İliklerine kadar işlemiş vesayetçi, darbeci ahlaksızlıkla hareket edenlerin kamu kurumlarının devlete ait millete hizmet mekânı olduğunu bilmeleri, bilmiyorlarsa da öğrenmeleri gerekmektedir. Bu güruh, her ortamda akademisyenlere ve kamu görevlilerine siyaset yasağının kaldırılmasını savunurken, kendilerinden görmedikleri kişilere karşı ne kadar gaddar ve ideolojik körlük içinde olduklarını bir defa daha gösterdiler.

Gösteri adı altında sürdürülen arbedede üniversite öğrencilerinden ziyade terör örgütleriyle iltisaklı kişilerin olması, işin amacını ve meşruiyet derecesini zaten göstermektedir. Ayrıca, nereden zuhur ettikleri belli olmayan sapkın bireylerin oluşturulan kaotik ortamda ortaya çıkmaları, kendilerine alan açmaya çalışmaları, seslerini duyurma gayretleri, bu topraklarda asla gerçekleşmeyecek meşruiyet arayışıyla kinlerini kusmaları beyhude bir çırpınmadır."

Üniversitedeki eylemleri "Gösteri kılığında darbe arayışı" olarak nitelendiren Deniz,  kıblemiz olan Kâbe’nin resminin saygısızca yere atıldığını hatırlatarak, şunları  kaydetti:

"Mesele Boğaziçi değil, sen hâlâ anlamadın mı’ pankartıyla ‘Gezi’yle akrabalığını ortaya koyanlar, aradıklarını asla bulamayacaklardır. Milletimiz, bu ve benzeri olayları ve tezgâhları basiretiyle görmekte, ferasetiyle değerlendirmekte, sabırla ve tahammülle izlemektedir."
"Biz her zaman düşünce ve fikir özgürlüğünden yanayız. Mağdur olan herkesin hakkını ararız, sözcülüğünü yaparız. Fikrine katılmasak bile herkesin düşüncesini ifade etmesinden yanayız. Ülkemizde elbette insanlar demokratik haklarını kullanmalı, gösteri yapabilmeli, yürüyüşle hak arayabilmelidir. Ancak küresel güçlere payandalık yapanların, ipleri emperyalistlerin elinde olan kuklaların, kendini kamufle eden etki ajanlarının, milletin iradesine ipotek koymak isteyenlerin, vesayet özlemiyle her şeye teşne olanların vandallıklarını özgürlük saymak safdilliktir.

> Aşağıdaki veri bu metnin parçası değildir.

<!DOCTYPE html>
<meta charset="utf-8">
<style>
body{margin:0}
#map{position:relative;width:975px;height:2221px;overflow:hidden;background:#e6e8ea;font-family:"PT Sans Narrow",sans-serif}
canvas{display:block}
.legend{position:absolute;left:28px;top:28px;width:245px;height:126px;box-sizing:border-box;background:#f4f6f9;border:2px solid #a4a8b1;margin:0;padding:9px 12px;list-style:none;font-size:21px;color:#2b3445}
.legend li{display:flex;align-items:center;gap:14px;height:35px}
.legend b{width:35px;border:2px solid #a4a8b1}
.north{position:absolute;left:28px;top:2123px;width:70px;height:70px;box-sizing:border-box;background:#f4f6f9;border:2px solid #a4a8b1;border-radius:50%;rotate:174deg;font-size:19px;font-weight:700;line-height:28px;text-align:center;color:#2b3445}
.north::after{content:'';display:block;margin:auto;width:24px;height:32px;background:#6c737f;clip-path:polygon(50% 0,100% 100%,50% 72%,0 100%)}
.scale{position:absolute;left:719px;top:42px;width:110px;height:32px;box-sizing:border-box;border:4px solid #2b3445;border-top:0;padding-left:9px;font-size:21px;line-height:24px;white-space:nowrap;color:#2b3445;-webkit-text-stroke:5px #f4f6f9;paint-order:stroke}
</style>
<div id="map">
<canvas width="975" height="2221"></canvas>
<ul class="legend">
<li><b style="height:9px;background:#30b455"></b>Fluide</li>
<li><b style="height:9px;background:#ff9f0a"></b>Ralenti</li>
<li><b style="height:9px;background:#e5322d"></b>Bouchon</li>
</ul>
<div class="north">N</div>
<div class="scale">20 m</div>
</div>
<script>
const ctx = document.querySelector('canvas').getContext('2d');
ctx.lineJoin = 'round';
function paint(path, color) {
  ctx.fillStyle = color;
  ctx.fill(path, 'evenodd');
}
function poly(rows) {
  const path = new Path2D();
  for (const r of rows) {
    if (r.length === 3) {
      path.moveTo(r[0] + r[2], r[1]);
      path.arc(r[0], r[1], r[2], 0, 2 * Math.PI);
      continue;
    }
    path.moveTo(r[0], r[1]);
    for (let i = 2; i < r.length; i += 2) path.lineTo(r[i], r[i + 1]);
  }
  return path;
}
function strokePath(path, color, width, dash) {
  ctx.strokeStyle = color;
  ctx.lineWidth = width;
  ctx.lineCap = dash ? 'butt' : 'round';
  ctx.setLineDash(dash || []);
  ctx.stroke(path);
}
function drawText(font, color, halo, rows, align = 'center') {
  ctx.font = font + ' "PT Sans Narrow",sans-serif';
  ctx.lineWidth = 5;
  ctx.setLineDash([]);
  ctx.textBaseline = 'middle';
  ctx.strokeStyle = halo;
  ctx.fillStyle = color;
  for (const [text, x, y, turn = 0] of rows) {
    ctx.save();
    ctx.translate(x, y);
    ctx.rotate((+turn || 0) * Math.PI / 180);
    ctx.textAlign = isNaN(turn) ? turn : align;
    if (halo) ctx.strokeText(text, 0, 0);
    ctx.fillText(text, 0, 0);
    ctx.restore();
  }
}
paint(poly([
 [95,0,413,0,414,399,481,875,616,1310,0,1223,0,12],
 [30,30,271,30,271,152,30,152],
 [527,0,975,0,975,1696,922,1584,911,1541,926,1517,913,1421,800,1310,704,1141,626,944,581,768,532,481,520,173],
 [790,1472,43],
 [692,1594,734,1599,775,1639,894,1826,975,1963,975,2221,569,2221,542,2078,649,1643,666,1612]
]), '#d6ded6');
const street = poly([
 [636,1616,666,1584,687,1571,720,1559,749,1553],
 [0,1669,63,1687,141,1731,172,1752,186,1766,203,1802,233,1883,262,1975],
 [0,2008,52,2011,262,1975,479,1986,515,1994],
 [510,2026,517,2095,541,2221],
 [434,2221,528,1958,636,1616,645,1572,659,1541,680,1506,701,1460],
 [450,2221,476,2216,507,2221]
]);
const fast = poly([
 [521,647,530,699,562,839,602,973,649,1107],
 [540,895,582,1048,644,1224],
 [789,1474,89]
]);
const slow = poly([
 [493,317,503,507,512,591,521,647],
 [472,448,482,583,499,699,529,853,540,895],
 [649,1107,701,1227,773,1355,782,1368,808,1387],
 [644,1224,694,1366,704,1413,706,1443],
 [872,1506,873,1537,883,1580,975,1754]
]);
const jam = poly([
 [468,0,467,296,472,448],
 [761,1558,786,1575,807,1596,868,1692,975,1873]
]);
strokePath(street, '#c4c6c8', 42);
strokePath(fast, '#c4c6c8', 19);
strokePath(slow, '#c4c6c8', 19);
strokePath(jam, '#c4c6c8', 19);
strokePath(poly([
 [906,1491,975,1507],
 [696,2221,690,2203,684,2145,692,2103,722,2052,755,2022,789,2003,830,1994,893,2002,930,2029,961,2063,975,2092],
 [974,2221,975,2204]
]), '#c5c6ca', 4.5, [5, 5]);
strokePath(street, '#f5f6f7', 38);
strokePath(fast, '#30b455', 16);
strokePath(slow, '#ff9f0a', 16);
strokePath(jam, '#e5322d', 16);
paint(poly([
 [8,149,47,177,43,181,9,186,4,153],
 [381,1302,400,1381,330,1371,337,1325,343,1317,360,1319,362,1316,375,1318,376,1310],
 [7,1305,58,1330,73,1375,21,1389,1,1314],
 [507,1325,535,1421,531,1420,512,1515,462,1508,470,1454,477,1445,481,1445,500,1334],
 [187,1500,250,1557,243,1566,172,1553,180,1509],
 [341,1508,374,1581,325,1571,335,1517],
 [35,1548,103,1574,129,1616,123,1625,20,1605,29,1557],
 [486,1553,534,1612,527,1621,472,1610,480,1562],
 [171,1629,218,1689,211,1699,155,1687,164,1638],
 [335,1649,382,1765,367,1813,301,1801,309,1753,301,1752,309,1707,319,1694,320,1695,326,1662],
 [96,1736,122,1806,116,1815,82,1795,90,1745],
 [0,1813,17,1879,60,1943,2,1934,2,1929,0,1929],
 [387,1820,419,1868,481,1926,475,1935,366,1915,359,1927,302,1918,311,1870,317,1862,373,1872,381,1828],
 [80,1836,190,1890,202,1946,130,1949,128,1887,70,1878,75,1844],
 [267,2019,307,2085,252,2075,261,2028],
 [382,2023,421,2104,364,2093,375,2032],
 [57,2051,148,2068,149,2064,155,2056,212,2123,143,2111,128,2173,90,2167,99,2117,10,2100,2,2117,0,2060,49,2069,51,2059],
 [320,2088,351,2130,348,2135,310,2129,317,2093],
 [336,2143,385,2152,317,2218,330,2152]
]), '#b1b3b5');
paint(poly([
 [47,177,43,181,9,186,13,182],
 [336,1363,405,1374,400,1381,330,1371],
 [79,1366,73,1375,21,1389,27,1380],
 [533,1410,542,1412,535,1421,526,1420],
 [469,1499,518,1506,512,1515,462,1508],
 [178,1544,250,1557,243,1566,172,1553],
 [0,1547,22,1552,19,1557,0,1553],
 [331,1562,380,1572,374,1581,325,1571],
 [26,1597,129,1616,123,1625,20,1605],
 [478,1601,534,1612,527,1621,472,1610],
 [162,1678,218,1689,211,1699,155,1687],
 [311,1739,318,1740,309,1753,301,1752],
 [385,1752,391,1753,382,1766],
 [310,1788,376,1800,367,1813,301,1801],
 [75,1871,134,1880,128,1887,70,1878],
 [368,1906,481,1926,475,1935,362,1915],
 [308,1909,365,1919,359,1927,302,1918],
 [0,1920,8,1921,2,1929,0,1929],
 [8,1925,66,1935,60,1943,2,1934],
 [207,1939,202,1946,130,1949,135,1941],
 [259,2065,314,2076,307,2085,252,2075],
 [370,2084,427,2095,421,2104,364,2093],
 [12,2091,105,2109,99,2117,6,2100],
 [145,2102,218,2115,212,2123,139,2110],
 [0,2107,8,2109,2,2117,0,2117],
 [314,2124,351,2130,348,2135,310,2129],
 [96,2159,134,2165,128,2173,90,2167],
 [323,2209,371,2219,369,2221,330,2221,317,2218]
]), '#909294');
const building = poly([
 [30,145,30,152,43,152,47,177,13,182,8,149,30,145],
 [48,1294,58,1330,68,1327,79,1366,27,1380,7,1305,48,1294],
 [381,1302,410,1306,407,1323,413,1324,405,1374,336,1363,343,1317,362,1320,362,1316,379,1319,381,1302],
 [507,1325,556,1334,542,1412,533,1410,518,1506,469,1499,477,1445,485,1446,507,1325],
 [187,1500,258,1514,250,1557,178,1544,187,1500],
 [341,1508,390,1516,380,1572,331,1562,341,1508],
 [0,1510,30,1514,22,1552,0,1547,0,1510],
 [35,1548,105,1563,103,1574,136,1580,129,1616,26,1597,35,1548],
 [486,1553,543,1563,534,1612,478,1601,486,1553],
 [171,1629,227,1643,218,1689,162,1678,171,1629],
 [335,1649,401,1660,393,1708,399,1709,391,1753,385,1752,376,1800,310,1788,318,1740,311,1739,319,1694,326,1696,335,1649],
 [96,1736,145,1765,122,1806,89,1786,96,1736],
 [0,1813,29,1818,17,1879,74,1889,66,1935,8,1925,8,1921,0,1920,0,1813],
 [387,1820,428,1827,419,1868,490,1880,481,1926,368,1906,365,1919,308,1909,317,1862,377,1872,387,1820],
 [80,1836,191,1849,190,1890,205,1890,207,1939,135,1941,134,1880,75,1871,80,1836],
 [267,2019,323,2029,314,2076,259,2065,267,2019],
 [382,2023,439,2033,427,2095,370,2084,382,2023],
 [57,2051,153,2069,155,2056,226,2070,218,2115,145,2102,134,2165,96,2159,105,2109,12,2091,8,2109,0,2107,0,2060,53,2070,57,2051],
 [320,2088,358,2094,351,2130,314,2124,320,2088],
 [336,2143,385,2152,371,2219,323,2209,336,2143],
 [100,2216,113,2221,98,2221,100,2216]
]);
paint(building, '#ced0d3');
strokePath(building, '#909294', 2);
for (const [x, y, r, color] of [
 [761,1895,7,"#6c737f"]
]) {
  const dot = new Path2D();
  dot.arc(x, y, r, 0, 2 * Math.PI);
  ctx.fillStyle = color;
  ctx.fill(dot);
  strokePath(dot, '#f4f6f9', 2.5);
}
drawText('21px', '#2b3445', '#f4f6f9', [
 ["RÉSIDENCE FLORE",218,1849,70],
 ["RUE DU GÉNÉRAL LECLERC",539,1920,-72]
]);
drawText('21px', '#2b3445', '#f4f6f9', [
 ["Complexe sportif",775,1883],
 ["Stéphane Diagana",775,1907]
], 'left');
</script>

Memur -Sen olarak, yasakların ve sınırlamaların kalkması, özgürlük alanlarının genişlemesi için mücadele ederken; görüntüsü yerli, zihniyeti yabancı, istiklal mücadelesinin manasını bilmediği için istikbali müstemleke temsilciliği olarak hayal eden, kaosla beslenen bu zihniyetin milletimizin iradesine ket vurmasına, devletin bağımsızlığına kast edenlerin daima karşısında olacak ve 28 Şubat’ta, 17/25 Aralık’ta, 15 Temmuz’da olduğu gibi, Boğaziçi'ndeki darbe arayışına geçit vermeyeceğiz. Ülkemizin, milletimizin ve devletimizin yanında aynı kararlılıkla duracağız."